Jusque-là cet acte ne contenait que des règlements simplement
économiques de marine ; mais, par ceux qui suivent, Cromwell ne pensait pas
moins qu’à couper les nerfs de la marine de tous les peuples de l’Europe.
Telle est la disposition de l’acte de navigation qui ordonnait que les
marchandises et denrées d’Europe ne pourraient être apportées en Angleterre par
d’autres vaisseaux que ceux qui sortiraient des ports des pays où se fabriquent
les marchandises et croissent les denrées : or, comme la plupart des pays qui
négociaient alors avec l’Angleterre n’avaient ni marine ni finances, ni les
moyens locaux pour construire le nombre de vaisseaux nécessaire pour le
transport de toutes leurs denrées, il arrivait par cette prohibition que
l’Angleterre s’arrogeait à elle seule le droit d’élever la plus puissante
marine de l’Europe.
« Il est défendu, dit le même acte, à tous vaisseaux qui ne seront pas
anglais de charger quoi que ce soit dans aucun port d’Irlande et d’Angleterre,
pour le porter en aucun endroit des Etats de sa majesté, le commerce de port en
port n’étant permis qu’aux seuls vaisseaux anglais. »
Il est bon d’observer à ce sujet que, tandis que l’Angleterre défendait
aux autres nations le cabotage dans ses ports, elle faisait en même temps tout
celui des autres Etats dans leurs propres ports. L’on vit bientôt en Europe
l’effet de ce fameux acte.
Depuis peu de temps la marine des différentes nations qui avaient
jusque-là disputé l’empire de la mer à l’Angleterre se trouva anéantie, et nous
savons combien elle est encore au-dessous d’elle.

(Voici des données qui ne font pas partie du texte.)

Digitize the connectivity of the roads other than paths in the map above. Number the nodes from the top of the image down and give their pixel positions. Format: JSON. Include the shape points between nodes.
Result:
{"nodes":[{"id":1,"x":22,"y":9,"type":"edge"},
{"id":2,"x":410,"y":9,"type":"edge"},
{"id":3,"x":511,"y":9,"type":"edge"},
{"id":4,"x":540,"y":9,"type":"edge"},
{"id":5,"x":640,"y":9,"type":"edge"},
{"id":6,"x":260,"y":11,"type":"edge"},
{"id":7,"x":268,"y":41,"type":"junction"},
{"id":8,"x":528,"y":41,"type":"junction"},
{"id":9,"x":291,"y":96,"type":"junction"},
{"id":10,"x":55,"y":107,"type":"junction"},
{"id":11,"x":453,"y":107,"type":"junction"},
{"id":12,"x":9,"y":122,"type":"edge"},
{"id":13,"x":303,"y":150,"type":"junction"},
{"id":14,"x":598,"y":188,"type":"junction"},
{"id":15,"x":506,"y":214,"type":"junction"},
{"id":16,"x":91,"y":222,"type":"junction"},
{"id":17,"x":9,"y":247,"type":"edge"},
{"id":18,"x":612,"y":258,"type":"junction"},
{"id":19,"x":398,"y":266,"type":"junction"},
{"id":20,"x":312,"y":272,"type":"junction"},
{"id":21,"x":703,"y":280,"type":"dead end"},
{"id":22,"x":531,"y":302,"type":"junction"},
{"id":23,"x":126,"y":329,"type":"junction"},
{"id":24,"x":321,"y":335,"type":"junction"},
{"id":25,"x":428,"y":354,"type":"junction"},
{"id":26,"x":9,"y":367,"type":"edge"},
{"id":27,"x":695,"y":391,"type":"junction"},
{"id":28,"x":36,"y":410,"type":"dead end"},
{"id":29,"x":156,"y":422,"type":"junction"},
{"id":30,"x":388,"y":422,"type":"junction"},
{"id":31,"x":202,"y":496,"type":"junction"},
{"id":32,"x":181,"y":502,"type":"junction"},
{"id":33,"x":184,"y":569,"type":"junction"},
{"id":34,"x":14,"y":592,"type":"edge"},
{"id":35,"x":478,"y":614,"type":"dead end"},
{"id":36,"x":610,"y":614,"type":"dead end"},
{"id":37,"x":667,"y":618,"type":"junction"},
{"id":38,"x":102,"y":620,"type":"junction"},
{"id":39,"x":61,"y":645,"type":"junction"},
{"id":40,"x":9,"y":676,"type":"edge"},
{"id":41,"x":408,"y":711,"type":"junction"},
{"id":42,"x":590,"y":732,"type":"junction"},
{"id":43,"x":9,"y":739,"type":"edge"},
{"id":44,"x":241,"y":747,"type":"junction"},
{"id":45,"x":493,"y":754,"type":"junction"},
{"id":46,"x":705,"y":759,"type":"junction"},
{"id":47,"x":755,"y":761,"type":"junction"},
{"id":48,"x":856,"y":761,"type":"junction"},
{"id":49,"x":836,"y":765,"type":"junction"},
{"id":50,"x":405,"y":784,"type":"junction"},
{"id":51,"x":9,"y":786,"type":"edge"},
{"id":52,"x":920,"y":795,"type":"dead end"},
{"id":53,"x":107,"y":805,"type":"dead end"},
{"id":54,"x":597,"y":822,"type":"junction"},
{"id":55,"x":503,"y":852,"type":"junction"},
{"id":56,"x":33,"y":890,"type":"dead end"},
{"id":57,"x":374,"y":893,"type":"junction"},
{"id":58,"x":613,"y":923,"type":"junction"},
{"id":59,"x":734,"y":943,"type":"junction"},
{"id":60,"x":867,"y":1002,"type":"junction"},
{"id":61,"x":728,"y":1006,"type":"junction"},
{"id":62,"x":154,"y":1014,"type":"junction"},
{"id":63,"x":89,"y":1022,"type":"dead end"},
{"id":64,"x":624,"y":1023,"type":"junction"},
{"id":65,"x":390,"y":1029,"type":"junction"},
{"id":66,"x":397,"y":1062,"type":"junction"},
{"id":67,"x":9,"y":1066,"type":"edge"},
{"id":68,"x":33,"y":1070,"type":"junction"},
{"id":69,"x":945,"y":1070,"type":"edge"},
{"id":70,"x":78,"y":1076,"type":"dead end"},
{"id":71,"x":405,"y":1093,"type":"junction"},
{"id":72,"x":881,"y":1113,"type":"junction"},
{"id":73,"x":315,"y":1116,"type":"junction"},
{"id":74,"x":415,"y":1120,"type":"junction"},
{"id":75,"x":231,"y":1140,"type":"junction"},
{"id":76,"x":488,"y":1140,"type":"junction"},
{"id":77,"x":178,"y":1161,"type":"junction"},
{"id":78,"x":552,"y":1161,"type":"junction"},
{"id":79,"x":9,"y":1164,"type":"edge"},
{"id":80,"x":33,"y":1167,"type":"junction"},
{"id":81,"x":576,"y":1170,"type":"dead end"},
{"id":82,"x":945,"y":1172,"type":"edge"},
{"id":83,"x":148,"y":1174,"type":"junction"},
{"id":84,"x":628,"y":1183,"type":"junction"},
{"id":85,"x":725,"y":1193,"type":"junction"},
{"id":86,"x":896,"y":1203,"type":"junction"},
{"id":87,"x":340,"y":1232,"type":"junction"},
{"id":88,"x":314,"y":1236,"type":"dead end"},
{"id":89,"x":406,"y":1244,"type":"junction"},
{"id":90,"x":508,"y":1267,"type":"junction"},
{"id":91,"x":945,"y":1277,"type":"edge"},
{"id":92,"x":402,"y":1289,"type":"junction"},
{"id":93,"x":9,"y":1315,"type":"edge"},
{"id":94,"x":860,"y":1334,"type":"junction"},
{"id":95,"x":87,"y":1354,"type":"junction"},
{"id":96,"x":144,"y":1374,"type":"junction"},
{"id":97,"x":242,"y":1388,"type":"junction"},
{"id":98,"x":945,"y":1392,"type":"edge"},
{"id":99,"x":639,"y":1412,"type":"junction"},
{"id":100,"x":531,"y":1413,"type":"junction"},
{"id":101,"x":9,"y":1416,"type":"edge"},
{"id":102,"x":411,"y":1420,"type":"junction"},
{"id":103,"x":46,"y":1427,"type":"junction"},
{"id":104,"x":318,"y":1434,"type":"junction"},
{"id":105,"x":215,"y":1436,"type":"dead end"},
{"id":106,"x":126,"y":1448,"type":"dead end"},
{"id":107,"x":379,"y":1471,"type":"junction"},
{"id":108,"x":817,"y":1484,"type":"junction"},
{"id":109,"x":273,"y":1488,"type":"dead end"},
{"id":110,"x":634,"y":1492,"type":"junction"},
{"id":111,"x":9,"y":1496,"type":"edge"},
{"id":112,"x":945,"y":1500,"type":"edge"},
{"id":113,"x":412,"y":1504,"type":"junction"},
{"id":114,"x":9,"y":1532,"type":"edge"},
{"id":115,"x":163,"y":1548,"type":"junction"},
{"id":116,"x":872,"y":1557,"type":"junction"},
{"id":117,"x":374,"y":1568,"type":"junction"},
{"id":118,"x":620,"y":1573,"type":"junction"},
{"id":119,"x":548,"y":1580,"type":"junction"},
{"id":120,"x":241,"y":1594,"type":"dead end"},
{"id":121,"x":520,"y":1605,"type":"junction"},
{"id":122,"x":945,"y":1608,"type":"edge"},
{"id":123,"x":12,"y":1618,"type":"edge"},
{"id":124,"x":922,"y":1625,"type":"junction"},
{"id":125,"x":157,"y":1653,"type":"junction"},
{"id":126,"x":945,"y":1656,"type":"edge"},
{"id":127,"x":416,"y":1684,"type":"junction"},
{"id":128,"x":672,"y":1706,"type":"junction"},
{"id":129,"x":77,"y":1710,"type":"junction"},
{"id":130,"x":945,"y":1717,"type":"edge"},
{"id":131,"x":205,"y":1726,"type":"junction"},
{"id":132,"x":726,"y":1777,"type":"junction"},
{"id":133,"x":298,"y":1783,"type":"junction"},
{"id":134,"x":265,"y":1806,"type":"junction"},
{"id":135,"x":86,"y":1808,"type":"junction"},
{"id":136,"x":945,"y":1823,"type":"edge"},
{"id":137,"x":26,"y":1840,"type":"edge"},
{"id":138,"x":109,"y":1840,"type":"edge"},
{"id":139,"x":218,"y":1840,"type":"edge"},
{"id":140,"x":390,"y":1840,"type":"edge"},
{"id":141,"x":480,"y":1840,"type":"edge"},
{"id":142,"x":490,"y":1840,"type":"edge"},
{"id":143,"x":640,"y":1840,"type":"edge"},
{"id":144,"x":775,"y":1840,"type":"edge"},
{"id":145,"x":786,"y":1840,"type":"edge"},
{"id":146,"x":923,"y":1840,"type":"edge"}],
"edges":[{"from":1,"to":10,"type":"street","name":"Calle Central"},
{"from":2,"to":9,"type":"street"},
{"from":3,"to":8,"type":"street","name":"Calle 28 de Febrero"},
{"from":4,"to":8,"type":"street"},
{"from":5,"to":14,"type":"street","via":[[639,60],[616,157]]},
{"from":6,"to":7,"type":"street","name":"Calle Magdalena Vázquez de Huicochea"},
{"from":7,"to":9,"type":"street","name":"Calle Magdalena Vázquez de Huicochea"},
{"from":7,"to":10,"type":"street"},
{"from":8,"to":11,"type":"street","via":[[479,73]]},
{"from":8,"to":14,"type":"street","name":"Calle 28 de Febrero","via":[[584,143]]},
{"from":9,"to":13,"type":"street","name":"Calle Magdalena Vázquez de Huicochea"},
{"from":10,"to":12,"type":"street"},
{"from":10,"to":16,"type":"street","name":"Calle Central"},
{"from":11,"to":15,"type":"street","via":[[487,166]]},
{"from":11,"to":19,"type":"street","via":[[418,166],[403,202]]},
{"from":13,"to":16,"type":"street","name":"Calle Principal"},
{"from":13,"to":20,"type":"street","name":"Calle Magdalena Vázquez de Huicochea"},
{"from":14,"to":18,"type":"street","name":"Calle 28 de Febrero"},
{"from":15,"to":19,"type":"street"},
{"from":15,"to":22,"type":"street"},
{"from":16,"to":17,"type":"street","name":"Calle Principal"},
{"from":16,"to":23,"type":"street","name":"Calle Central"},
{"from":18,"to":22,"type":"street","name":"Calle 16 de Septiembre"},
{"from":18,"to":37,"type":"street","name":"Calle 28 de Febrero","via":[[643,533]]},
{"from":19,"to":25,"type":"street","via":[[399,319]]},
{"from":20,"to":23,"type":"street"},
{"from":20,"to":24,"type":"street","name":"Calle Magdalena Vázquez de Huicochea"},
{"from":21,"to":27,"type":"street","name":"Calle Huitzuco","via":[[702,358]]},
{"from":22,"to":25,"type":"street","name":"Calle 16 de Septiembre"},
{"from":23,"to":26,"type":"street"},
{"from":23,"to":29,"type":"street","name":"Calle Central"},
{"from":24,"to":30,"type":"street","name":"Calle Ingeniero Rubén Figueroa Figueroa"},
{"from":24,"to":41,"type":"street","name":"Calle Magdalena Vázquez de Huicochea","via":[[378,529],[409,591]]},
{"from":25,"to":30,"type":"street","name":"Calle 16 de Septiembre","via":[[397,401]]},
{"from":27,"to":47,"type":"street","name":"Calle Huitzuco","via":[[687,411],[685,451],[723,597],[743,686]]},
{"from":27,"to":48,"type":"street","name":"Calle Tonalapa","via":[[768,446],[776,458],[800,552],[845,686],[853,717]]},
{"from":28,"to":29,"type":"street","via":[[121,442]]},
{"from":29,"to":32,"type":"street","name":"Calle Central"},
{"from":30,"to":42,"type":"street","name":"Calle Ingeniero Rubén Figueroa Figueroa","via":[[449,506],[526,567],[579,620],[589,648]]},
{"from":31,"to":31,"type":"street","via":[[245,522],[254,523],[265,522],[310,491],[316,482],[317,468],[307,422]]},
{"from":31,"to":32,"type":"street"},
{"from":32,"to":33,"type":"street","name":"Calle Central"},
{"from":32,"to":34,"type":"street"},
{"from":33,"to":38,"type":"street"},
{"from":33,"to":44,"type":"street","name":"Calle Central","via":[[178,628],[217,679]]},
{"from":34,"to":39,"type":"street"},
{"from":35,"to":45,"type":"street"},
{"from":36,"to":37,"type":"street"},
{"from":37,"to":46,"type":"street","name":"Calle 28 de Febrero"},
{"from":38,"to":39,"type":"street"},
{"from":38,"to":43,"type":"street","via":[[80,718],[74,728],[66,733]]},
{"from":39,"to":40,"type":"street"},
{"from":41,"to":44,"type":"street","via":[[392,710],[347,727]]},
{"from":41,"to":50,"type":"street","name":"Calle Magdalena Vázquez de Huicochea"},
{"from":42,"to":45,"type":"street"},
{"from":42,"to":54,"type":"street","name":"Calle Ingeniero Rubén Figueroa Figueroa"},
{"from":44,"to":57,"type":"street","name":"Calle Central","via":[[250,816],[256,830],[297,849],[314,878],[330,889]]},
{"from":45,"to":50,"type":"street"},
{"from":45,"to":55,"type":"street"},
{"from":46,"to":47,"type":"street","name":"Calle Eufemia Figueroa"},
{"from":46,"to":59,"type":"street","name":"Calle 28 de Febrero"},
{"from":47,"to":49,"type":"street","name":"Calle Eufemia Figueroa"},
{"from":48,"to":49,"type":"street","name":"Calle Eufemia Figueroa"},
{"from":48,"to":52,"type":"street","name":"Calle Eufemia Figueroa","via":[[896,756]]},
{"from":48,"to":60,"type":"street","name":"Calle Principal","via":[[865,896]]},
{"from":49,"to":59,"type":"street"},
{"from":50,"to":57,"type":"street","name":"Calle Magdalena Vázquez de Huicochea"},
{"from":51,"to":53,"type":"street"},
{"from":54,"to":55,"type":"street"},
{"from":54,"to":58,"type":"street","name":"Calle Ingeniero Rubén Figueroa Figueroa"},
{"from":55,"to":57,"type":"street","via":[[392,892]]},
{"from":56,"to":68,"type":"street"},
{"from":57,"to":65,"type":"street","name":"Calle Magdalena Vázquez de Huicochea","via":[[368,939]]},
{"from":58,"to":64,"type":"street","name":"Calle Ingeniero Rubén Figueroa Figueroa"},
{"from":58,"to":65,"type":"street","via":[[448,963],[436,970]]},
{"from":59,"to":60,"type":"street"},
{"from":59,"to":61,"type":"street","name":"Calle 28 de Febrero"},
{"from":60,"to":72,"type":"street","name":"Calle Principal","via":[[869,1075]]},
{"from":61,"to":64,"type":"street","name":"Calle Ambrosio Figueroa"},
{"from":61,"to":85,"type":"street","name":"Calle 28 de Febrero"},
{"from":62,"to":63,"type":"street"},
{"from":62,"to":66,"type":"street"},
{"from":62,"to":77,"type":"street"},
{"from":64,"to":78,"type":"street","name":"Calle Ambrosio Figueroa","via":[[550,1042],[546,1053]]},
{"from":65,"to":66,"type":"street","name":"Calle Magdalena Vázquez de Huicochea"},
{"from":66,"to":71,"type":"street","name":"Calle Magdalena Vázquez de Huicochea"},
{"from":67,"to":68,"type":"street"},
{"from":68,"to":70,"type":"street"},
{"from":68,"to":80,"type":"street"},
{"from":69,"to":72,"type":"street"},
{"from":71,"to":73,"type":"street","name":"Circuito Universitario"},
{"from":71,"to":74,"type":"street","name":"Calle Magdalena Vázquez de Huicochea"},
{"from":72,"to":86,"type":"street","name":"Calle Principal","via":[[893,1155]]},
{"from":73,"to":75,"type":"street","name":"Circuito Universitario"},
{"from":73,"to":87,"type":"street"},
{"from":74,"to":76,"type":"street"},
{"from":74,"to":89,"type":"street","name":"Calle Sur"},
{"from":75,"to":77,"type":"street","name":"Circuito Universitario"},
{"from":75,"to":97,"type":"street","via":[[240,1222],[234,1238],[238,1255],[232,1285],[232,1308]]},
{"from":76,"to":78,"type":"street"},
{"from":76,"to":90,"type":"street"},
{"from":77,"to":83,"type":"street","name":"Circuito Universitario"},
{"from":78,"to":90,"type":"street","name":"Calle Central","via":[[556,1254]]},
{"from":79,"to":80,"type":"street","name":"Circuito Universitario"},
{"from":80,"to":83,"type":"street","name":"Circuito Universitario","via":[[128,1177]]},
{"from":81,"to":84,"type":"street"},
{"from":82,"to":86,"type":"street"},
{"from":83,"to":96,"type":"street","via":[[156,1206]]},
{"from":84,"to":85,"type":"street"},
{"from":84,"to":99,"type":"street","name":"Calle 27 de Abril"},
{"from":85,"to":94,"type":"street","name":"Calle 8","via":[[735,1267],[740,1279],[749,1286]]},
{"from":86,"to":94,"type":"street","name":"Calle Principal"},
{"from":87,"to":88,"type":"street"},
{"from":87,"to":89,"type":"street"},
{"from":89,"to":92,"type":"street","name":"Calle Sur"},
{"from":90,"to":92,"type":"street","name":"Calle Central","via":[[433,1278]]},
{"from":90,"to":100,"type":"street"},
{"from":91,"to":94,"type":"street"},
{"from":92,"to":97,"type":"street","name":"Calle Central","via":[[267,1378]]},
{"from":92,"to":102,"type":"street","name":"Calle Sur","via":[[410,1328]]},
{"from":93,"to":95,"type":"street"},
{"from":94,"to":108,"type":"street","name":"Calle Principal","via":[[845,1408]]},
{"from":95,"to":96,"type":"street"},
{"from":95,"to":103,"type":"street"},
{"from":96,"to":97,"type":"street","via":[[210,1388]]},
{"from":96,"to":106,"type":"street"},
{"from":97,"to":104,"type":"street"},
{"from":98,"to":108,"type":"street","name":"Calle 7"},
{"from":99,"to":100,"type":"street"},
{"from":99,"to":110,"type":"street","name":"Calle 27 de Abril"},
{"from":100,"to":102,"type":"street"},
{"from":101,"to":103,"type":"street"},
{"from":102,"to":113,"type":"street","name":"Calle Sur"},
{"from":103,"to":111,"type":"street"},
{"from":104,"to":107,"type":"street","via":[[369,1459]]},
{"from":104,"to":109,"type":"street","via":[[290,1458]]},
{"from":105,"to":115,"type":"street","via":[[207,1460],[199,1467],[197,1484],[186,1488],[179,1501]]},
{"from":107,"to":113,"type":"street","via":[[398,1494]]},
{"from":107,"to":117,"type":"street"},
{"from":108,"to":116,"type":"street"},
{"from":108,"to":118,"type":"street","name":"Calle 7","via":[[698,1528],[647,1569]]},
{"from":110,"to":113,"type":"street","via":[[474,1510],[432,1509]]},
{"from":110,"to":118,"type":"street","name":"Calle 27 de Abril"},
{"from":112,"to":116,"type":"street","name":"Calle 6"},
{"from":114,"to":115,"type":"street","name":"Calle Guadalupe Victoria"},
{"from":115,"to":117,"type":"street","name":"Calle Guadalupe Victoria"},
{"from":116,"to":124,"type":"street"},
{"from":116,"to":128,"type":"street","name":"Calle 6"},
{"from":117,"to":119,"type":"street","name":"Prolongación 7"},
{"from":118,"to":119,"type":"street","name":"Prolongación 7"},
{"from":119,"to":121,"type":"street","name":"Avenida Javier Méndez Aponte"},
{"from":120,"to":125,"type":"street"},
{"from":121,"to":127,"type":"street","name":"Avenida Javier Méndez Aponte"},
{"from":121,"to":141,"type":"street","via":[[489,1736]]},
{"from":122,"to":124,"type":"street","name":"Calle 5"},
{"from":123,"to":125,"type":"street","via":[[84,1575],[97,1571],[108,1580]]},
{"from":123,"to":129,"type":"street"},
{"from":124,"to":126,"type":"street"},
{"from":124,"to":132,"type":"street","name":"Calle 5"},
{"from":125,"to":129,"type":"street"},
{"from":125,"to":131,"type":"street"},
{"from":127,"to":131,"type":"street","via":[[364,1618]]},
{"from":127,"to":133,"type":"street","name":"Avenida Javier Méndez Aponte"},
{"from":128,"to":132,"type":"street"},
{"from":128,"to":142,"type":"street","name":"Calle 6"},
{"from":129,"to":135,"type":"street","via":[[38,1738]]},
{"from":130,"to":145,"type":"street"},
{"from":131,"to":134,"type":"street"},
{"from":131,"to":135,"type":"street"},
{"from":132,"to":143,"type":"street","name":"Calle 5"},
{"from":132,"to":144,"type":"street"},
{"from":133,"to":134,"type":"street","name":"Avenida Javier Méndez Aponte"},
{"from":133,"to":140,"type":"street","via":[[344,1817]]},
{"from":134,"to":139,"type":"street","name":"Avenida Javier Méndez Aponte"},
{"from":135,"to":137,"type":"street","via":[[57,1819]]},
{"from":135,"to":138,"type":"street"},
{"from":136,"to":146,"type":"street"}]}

Que si quelqu’un pouvait douter que cet acte ne
fût la source de cette formidable marine anglaise, il n’a qu’à comparer l’état
de navigation de ce royaume avec celui qui le suivait.
Un auteur qui a de la réputation en Angleterre, le chevalier Child,
reconnaît que sous le règne de Charles Ier, il n’y avait pas trois vaisseaux
marchands de trois cents tonneaux ; aujourd’hui il n’y a presque point de
marchand à Londres qui n’en a plus de trois de cette espèce.
Peu de temps après cet acte, les Anglais naviguèrent pour toutes les
nations. Ils devinrent les voituriers naturels de la mer. Toute la marine du
monde eut pour centre l’Angleterre.
Si alors les autres nations avaient bien compris leurs intérêts, ils
auraient pu arrêter l’élan de la marine anglaise et tenir en échec toute la
politique de Cromwell, en balançant par un semblable acte de navigation tous
les avantages que l’Angleterre pouvait retirer du sien. Faisons donc de même, messieurs,
et ne tardons pas imiter ce bon exemple ; complétons de suite le code de
protection pour notre marine marchande, et n’en doutez pas, en peu de temps
nous verrons renaître ces beaux jours où notre navigation faisait la renommée
du monde entier et où tout notre commerce se faisait par nos propres navires.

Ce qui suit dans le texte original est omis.